Directions: Write out every line below that contains "Creû".

Saved data entries:
------------------------------------
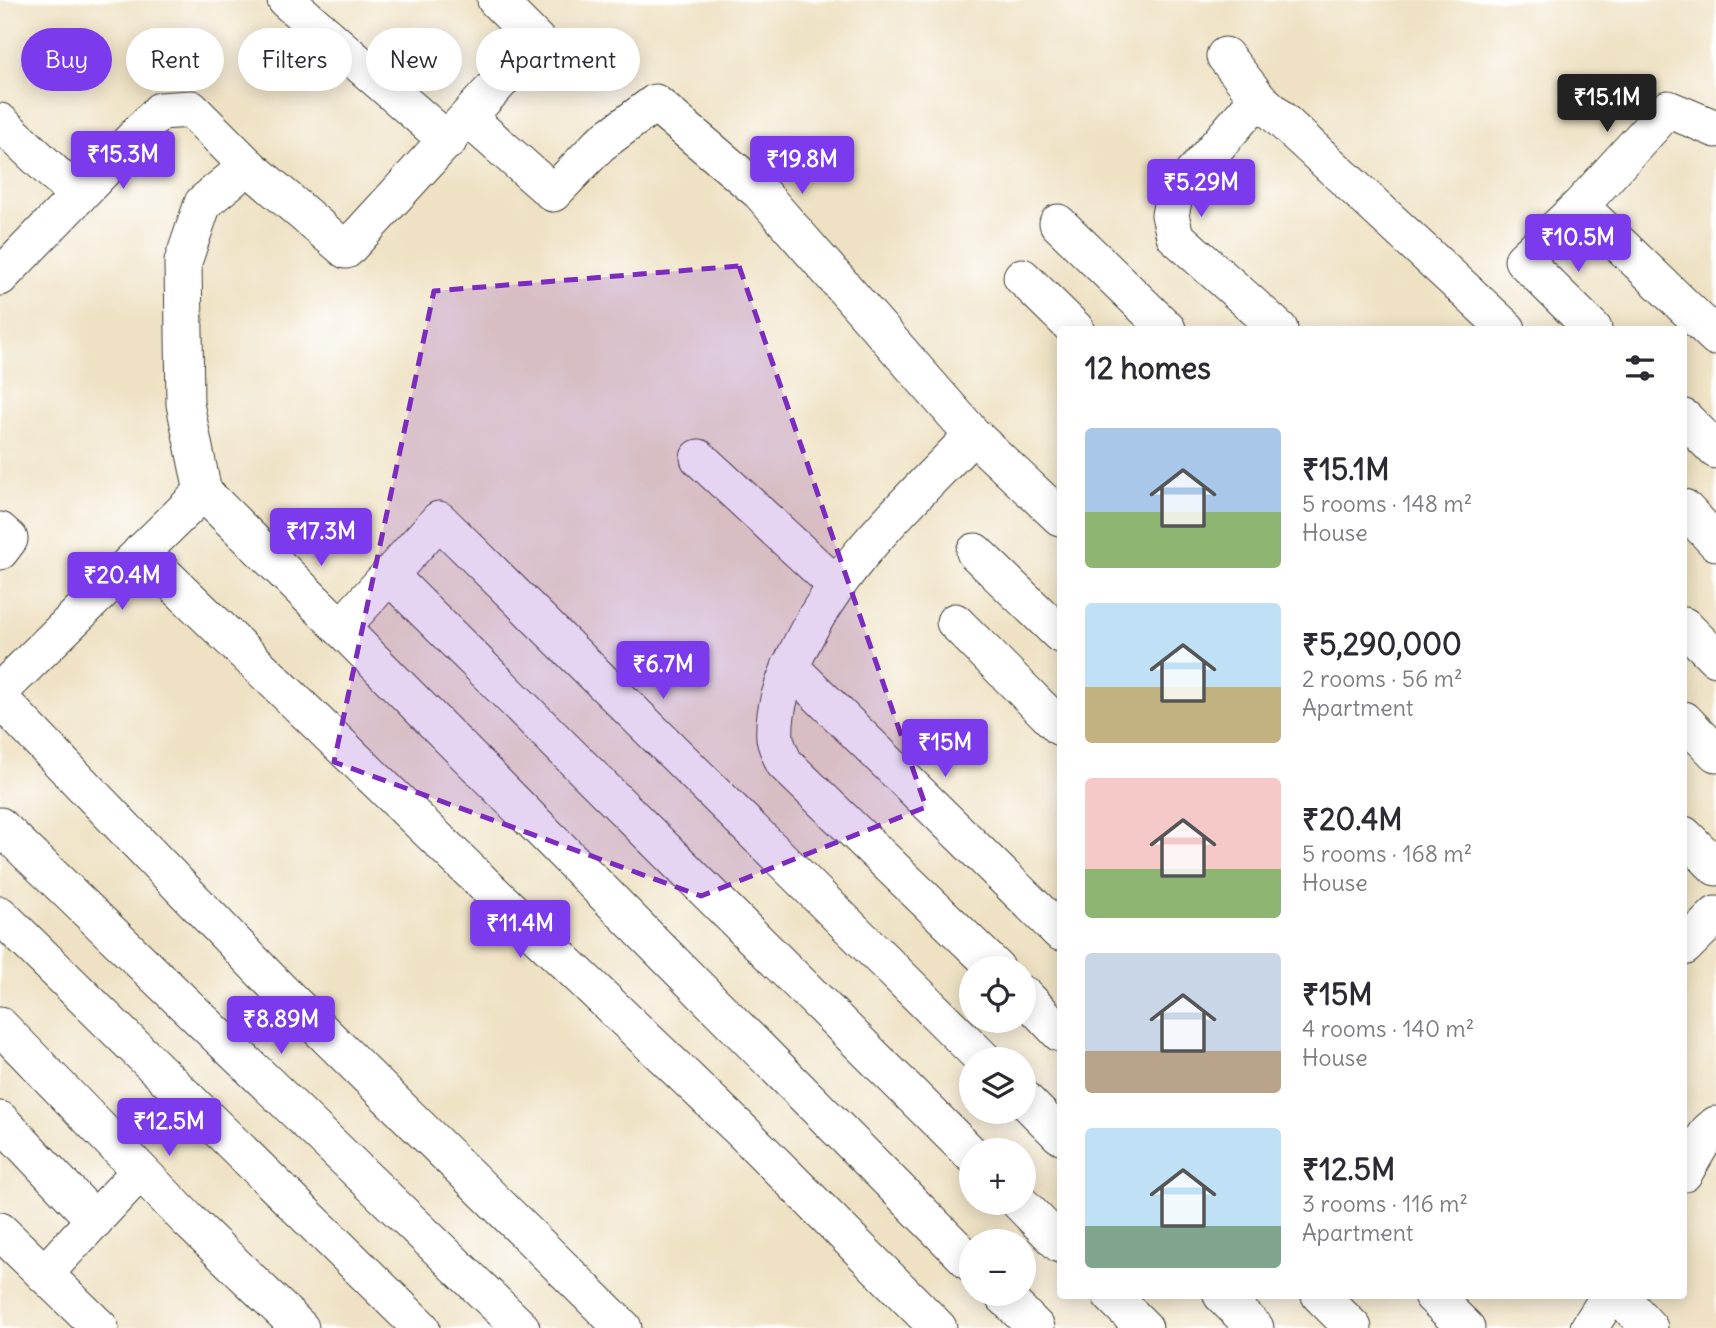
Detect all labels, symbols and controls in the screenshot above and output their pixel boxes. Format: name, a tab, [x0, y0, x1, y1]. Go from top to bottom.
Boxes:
chip: Buy	[21, 28, 112, 91]
chip: Rent	[126, 28, 224, 91]
chip: Filters	[238, 28, 352, 91]
chip: New	[366, 28, 462, 91]
chip: Apartment	[476, 28, 640, 91]
pin: ₹15.1M	[1550, 74, 1664, 134]
text: ₹15.1M	[1573, 82, 1641, 111]
pin: ₹15.3M	[66, 132, 180, 191]
pin: ₹19.8M	[745, 136, 859, 196]
text: ₹15.3M	[87, 139, 159, 168]
text: ₹19.8M	[766, 144, 838, 173]
pin: ₹5.29M	[1144, 160, 1258, 219]
text: ₹5.29M	[1163, 167, 1239, 196]
pin: ₹10.5M	[1521, 215, 1635, 274]
text: ₹10.5M	[1541, 222, 1615, 251]
text: 12 homes	[1085, 349, 1211, 387]
icon: filters	[1621, 349, 1659, 387]
text: ₹15.1M	[1302, 450, 1390, 488]
icon: home	[1141, 456, 1225, 540]
text: 5 rooms · 148 m²	[1302, 489, 1472, 518]
pin: ₹17.3M	[264, 508, 378, 568]
text: ₹17.3M	[286, 516, 356, 545]
text: House	[1302, 518, 1368, 547]
pin: ₹20.4M	[65, 552, 179, 612]
text: ₹20.4M	[83, 560, 161, 589]
text: ₹5,290,000	[1302, 625, 1462, 663]
icon: home	[1141, 631, 1225, 715]
pin: ₹6.7M	[614, 642, 712, 701]
text: ₹6.7M	[632, 649, 694, 678]
text: 2 rooms · 56 m²	[1302, 664, 1463, 693]
text: Apartment	[1302, 693, 1414, 722]
pin: ₹15M	[904, 720, 986, 779]
text: ₹15M	[918, 727, 972, 756]
text: ₹20.4M	[1302, 800, 1403, 838]
icon: home	[1141, 806, 1225, 890]
text: 5 rooms · 168 m²	[1302, 839, 1472, 868]
text: House	[1302, 868, 1368, 897]
pin: ₹11.4M	[463, 900, 577, 960]
text: ₹11.4M	[486, 908, 554, 937]
map controls	[959, 956, 1036, 1306]
button: locate	[959, 956, 1036, 1033]
text: ₹15M	[1302, 975, 1373, 1013]
icon: home	[1141, 981, 1225, 1065]
pin: ₹8.89M	[224, 996, 338, 1056]
text: ₹8.89M	[243, 1004, 319, 1033]
text: 4 rooms · 140 m²	[1302, 1014, 1474, 1043]
text: House	[1302, 1043, 1368, 1072]
button: layers	[959, 1047, 1036, 1124]
pin: ₹12.5M	[112, 1098, 226, 1158]
text: ₹12.5M	[133, 1106, 205, 1135]
button: +	[959, 1138, 1036, 1215]
text: ₹12.5M	[1302, 1150, 1395, 1188]
icon: home	[1141, 1156, 1225, 1240]
text: 3 rooms · 116 m²	[1302, 1189, 1468, 1218]
text: Apartment	[1302, 1218, 1414, 1247]
button: −	[959, 1229, 1036, 1306]

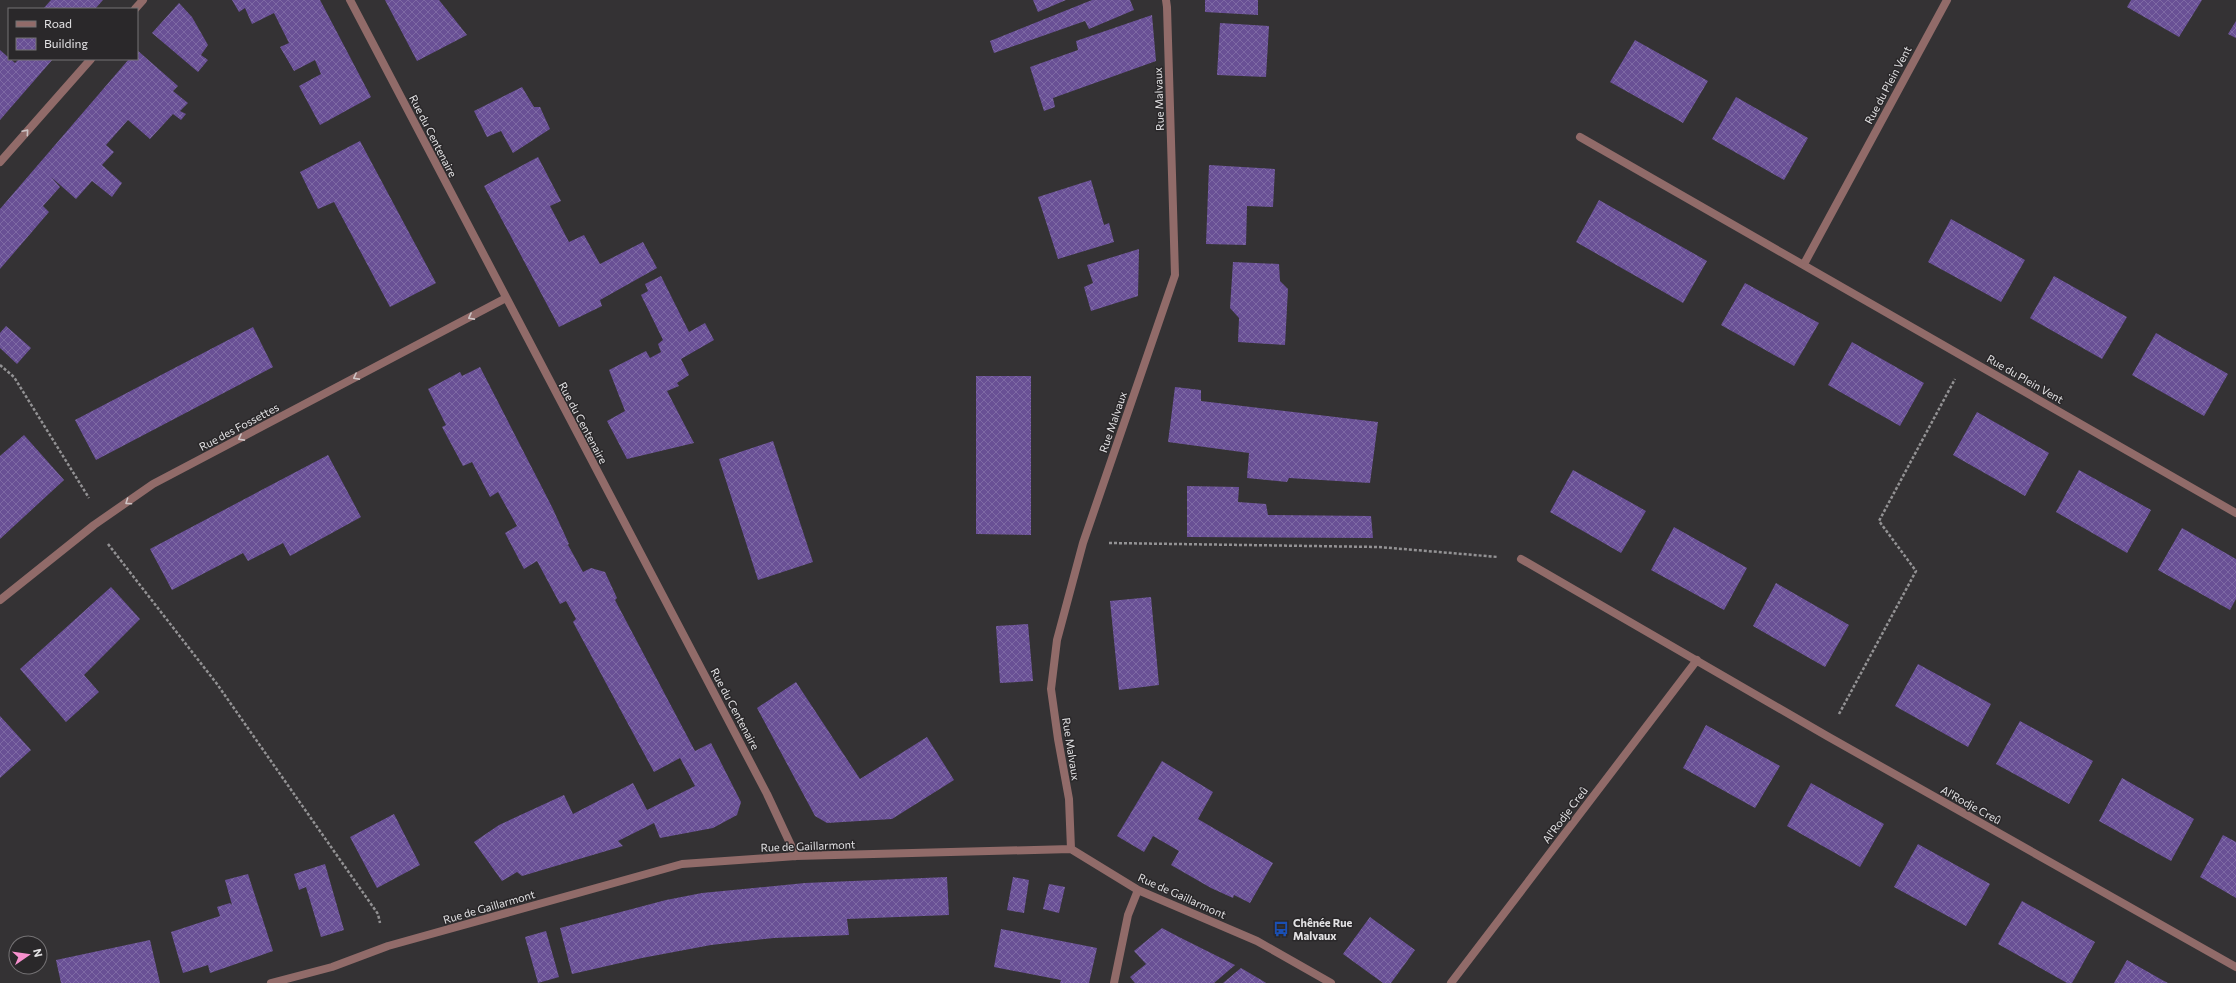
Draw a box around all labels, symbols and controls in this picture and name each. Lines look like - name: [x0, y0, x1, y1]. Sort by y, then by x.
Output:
- legend: [8, 8, 138, 60]
- text: Road: [44, 16, 72, 30]
- text: Building: [44, 36, 88, 50]
- street label: Rue du Plein Vent: [1862, 43, 1914, 126]
- street label: Rue Malvaux: [1151, 67, 1166, 131]
- street label: Rue du Centenaire: [407, 92, 460, 179]
- one-way arrow: [21, 130, 28, 137]
- one-way arrow: [468, 312, 475, 319]
- street label: Rue du Plein Vent: [1985, 351, 2066, 406]
- one-way arrow: [353, 373, 360, 380]
- street label: Rue du Centenaire: [556, 380, 611, 466]
- street label: Rue Malvaux: [1096, 390, 1129, 454]
- street label: Rue des Fossettes: [197, 400, 281, 453]
- one-way arrow: [238, 433, 245, 441]
- one-way arrow: [125, 497, 132, 505]
- street label: Rue du Centenaire: [708, 666, 763, 752]
- street label: Rue Malvaux: [1060, 716, 1083, 781]
- street label: Al'Rodje Creû: [1939, 783, 2004, 826]
- street label: Al'Rodje Creû: [1539, 784, 1590, 845]
- street label: Rue de Gaillarmont: [760, 837, 856, 854]
- street label: Rue de Gaillarmont: [1136, 870, 1229, 921]
- street label: Rue de Gaillarmont: [441, 887, 537, 926]
- place label: Chênée Rue Malvaux: [1293, 916, 1352, 942]
- bus stop icon: Chênée Rue Malvaux: [1272, 920, 1290, 938]
- north arrow: [8, 935, 48, 975]
- text: N: [31, 947, 45, 958]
------------------------------------
Output of the exercise:
- street label: Al'Rodje Creû: [1939, 783, 2004, 826]
- street label: Al'Rodje Creû: [1539, 784, 1590, 845]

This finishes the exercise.